Video models

Pick a model in the agent input with @. Different models support different generation modes, durations, aspect ratios, and reference options. Video generations typically take 1–8 minutes. Faster models prioritize speed and are great for quick iteration, while slower models spend more time producing higher-quality results.

Generation modes

Each model supports a subset of four generation modes. The mode is picked automatically from your selection on the board (see Tools):

T2V — Text to Video: no selection, prompt only.
I2V — Image to Video: one image used as the start frame.
F2V — Frames to Video: two images (start and end frames).
R2V — Reference to Video: one or more images and/or videos used as style references.

Models

Fast models (1–4 min)

Great for quick iteration, drafts, and exploring ideas.

Model	Best for	Modes	Durations	Aspect ratios	Reference media	Audio
LTX 2 Fast	Open-source 4K with synced audio for fast iteration	T2V, I2V	4 / 8s	16:9, 9:16	Start frame	—
Grok Imagine	Real-time cinematic, movie-style physics	T2V, I2V	3–15s	7 ratios (widest range)	Start frame	—
Happy Horse	Quick text-to-video and image-to-video	T2V, I2V	4 / 8s	16:9, 9:16, 1:1	Start frame	—
Sora 2	Realistic, detailed, long-form video	T2V, I2V	4 / 8 / 12s	16:9, 9:16	Start frame	—
Veo 3.1 Fast	Fast, cinematic video generation	T2V, I2V, F2V	4 / 6 / 8s	16:9, 9:16	Start, end	Generates audio
Seedance 2.0	Versatile generation across every mode, including video references	T2V, I2V, F2V, R2V	4–15s	21:9, 16:9, 4:3, 1:1, 3:4, 9:16	Start, end, image refs, video refs	Generates audio

Longer models (5–8 min)

Take more time but produce higher-quality, more detailed output.

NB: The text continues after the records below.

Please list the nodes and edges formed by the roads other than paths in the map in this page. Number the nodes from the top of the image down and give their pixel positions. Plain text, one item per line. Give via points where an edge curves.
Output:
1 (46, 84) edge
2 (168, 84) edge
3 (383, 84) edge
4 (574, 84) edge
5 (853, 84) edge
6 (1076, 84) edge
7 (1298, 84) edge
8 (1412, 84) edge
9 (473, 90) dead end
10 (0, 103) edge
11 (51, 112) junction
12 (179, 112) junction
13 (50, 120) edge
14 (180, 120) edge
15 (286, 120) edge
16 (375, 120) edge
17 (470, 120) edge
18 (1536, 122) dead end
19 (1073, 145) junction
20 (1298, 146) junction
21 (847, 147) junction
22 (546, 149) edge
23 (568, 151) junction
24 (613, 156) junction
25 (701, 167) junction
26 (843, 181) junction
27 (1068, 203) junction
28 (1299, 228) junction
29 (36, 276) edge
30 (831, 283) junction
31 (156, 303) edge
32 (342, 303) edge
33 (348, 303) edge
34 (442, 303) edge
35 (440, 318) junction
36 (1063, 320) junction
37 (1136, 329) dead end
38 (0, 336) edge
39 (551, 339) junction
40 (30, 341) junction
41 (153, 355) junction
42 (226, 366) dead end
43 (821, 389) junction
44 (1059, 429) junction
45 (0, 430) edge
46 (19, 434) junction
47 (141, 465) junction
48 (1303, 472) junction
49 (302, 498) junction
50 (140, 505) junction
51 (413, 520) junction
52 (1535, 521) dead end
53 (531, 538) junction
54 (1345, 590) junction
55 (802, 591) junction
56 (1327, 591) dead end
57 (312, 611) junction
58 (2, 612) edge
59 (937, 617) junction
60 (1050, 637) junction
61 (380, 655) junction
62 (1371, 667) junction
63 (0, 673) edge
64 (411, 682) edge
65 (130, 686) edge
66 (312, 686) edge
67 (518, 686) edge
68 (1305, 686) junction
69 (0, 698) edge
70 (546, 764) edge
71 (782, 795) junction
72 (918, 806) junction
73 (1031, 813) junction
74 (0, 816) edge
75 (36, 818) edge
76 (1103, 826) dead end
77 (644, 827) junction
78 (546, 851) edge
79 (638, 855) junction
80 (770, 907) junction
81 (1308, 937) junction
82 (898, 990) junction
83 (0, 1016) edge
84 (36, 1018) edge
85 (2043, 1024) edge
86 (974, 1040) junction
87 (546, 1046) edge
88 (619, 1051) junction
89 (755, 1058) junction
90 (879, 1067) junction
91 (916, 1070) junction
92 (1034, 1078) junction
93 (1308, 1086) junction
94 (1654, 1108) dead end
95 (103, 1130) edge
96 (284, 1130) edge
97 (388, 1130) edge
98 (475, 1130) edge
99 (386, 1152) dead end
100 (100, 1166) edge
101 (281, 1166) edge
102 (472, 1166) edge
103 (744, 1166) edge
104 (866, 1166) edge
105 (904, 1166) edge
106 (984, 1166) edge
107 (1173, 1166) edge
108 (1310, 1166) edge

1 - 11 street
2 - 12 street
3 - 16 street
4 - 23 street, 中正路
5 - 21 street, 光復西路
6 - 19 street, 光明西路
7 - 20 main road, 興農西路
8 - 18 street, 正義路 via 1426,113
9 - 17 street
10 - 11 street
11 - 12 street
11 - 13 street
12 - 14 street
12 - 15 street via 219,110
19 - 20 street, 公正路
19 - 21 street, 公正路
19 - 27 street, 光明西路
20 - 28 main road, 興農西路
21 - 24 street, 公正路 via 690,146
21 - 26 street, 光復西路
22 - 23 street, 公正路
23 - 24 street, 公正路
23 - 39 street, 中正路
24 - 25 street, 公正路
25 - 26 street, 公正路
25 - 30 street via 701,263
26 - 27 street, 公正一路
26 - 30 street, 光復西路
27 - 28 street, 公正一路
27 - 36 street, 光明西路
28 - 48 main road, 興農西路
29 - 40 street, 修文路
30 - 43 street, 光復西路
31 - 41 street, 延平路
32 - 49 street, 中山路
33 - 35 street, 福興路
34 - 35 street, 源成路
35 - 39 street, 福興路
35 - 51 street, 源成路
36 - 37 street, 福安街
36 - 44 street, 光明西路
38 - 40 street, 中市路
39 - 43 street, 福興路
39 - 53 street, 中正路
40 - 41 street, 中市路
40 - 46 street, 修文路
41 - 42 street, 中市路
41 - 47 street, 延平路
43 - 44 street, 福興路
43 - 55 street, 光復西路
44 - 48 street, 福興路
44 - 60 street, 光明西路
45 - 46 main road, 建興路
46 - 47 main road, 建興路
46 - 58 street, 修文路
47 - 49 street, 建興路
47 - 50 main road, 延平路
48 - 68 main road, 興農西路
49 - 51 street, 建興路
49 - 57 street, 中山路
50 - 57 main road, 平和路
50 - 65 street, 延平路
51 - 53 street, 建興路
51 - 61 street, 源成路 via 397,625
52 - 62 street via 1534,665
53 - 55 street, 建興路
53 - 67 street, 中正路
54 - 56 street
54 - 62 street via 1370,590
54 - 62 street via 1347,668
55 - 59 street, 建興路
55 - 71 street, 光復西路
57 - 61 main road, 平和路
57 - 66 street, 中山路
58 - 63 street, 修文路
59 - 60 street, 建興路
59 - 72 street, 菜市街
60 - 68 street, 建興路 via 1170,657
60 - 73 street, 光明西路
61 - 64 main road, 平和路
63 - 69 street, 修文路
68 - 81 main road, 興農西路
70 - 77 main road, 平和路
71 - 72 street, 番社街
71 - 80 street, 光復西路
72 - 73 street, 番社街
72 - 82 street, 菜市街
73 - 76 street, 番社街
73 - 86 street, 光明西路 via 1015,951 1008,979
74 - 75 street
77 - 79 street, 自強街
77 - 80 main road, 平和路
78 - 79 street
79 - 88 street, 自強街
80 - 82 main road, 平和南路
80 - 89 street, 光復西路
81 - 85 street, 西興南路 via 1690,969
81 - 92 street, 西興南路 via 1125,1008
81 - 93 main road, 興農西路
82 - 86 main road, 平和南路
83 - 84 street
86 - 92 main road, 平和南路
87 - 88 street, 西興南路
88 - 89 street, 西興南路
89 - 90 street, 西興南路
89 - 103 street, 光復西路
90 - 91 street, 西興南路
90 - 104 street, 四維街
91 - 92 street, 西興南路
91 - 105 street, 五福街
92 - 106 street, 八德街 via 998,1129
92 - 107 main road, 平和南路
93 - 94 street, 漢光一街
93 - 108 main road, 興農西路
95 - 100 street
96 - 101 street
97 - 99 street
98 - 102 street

Model	Best for	Modes	Durations	Aspect ratios	Reference media	Audio
Kling O3	Real-time, action-focused 4K video	F2V	3–15s	16:9, 9:16, 1:1	Start, end, image refs	Keeps source audio
Kling O1	Vivid, action-focused synthesis	F2V	5 / 10s	16:9, 9:16, 1:1	Start, end, image refs	—
Kling V3 Standard	Physics-accurate 4K with camera control	T2V, F2V	3–15s	16:9, 9:16, 1:1	Start, image refs	Generates audio
Kling V3 Pro	Pro-grade 4K with character and object reference support; default for T2V and I2V	T2V, I2V, R2V	3–15s	16:9, 9:16, 1:1	Start, end, image refs	Generates audio (toggle)
Veo 3.1	Cinematic video from reference images with synced audio	R2V	8s	16:9, 9:16	Image refs	Generates audio

How to choose

Need fast results? Start with LTX 2 Fast, Grok Imagine, Happy Horse, or Sora 2 — they deliver in under 2 minutes.
Need the highest quality? Kling V3 Pro, Kling V3 Standard, or Kling O3 take longer but produce more detailed output.
Need start and end frames? Use Veo 3.1 Fast, Seedance 2.0, Kling O3, Kling O1, or Kling V3 Pro.
Need synced audio? Use Veo 3.1, Veo 3.1 Fast, Kling V3 Pro, Kling V3 Standard, Seedance 2.0, or LTX 2 Fast.
Need to use a video as a style reference? Seedance 2.0 is currently the only model that accepts video references (up to 3).
Need to use images as style references? Seedance 2.0, Veo 3.1, Kling V3 Pro, Kling V3 Standard, Kling O3, or Kling O1. When you attach an image reference, Kyoso automatically switches Kling V3 Pro into R2V mode.
Need long clips? Sora 2 goes up to 12s; Seedance 2.0, Kling O3, Kling V3 Standard, Kling V3 Pro, and Grok Imagine go up to 15s.
Need vertical, square, and landscape support? Grok Imagine has the widest aspect ratio range; Seedance 2.0 covers every common ratio.